What you have to do:
Each line of the data is to be output verbatim, with the images removed.

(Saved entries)
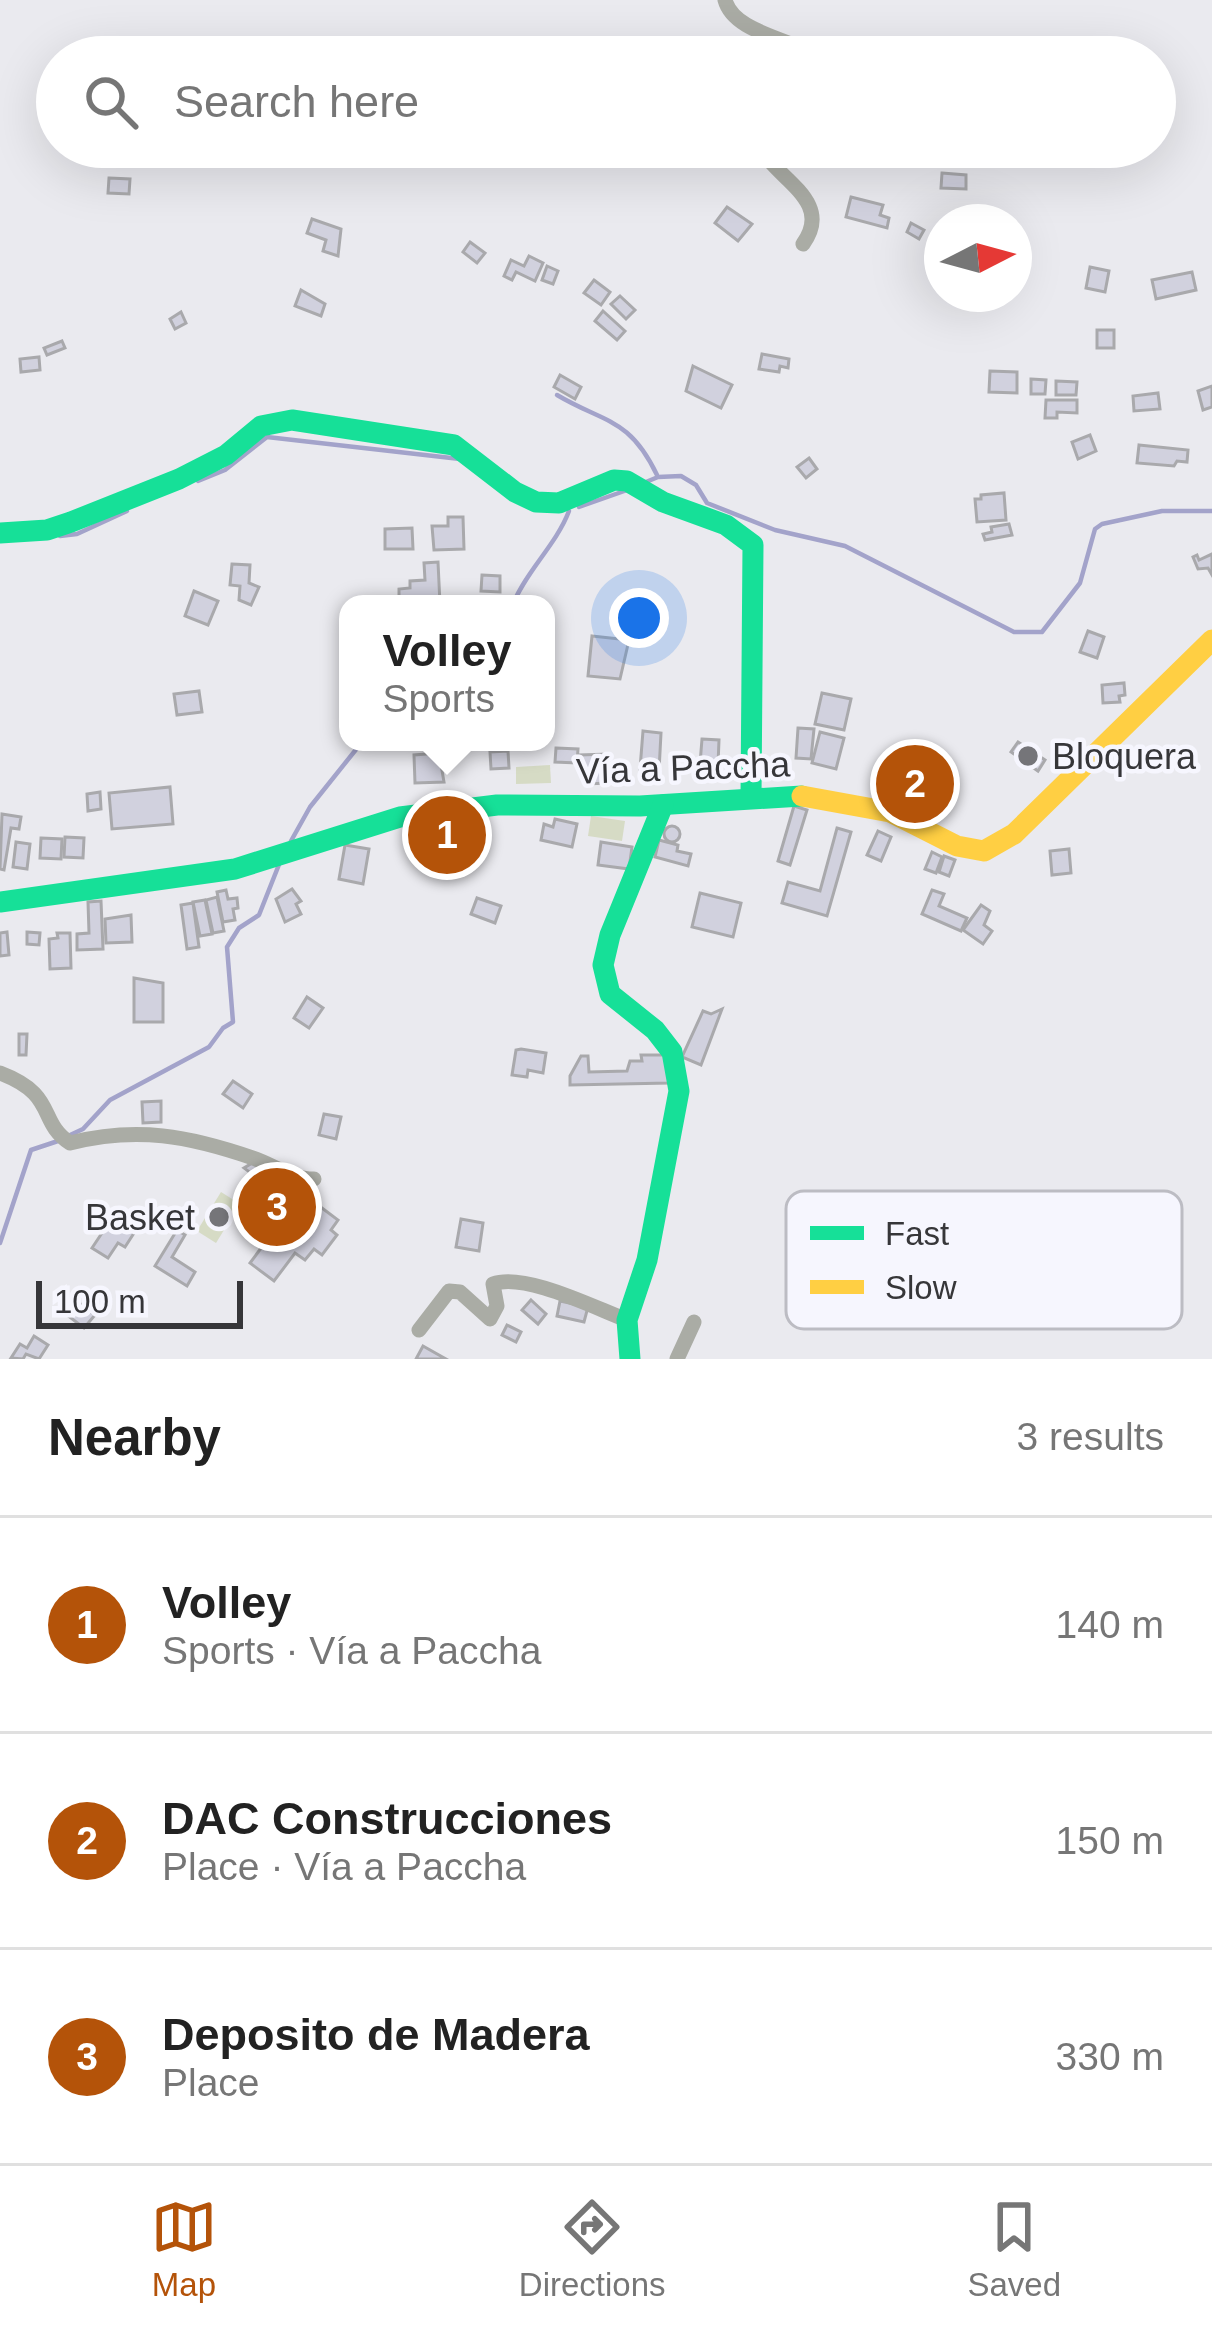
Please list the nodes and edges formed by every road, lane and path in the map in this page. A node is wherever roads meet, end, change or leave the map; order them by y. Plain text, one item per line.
1 (725, 0) edge
2 (772, 36) edge
3 (777, 168) edge
4 (803, 244) dead end
5 (0, 533) edge
6 (1212, 640) edge
7 (751, 797) junction
8 (663, 805) junction
9 (0, 902) edge
10 (0, 1073) edge
11 (314, 1179) dead end
12 (627, 1320) junction
13 (694, 1322) dead end
14 (419, 1330) dead end
15 (630, 1359) edge
16 (677, 1359) edge

1 - 2 street
3 - 4 street
5 - 7 street
6 - 7 street, Vía a Paccha
7 - 8 street, Vía a Paccha
8 - 9 street, Vía a Paccha
8 - 12 street
10 - 11 street
12 - 14 street
12 - 15 street
13 - 16 street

Output for this task:
Please list the nodes and edges formed by every road, lane and path in the map in this page. A node is wherever roads meet, end, change or leave the map; order them by y. Plain text, one item per line.
1 (725, 0) edge
2 (772, 36) edge
3 (777, 168) edge
4 (803, 244) dead end
5 (0, 533) edge
6 (1212, 640) edge
7 (751, 797) junction
8 (663, 805) junction
9 (0, 902) edge
10 (0, 1073) edge
11 (314, 1179) dead end
12 (627, 1320) junction
13 (694, 1322) dead end
14 (419, 1330) dead end
15 (630, 1359) edge
16 (677, 1359) edge

1 - 2 street
3 - 4 street
5 - 7 street
6 - 7 street, Vía a Paccha
7 - 8 street, Vía a Paccha
8 - 9 street, Vía a Paccha
8 - 12 street
10 - 11 street
12 - 14 street
12 - 15 street
13 - 16 street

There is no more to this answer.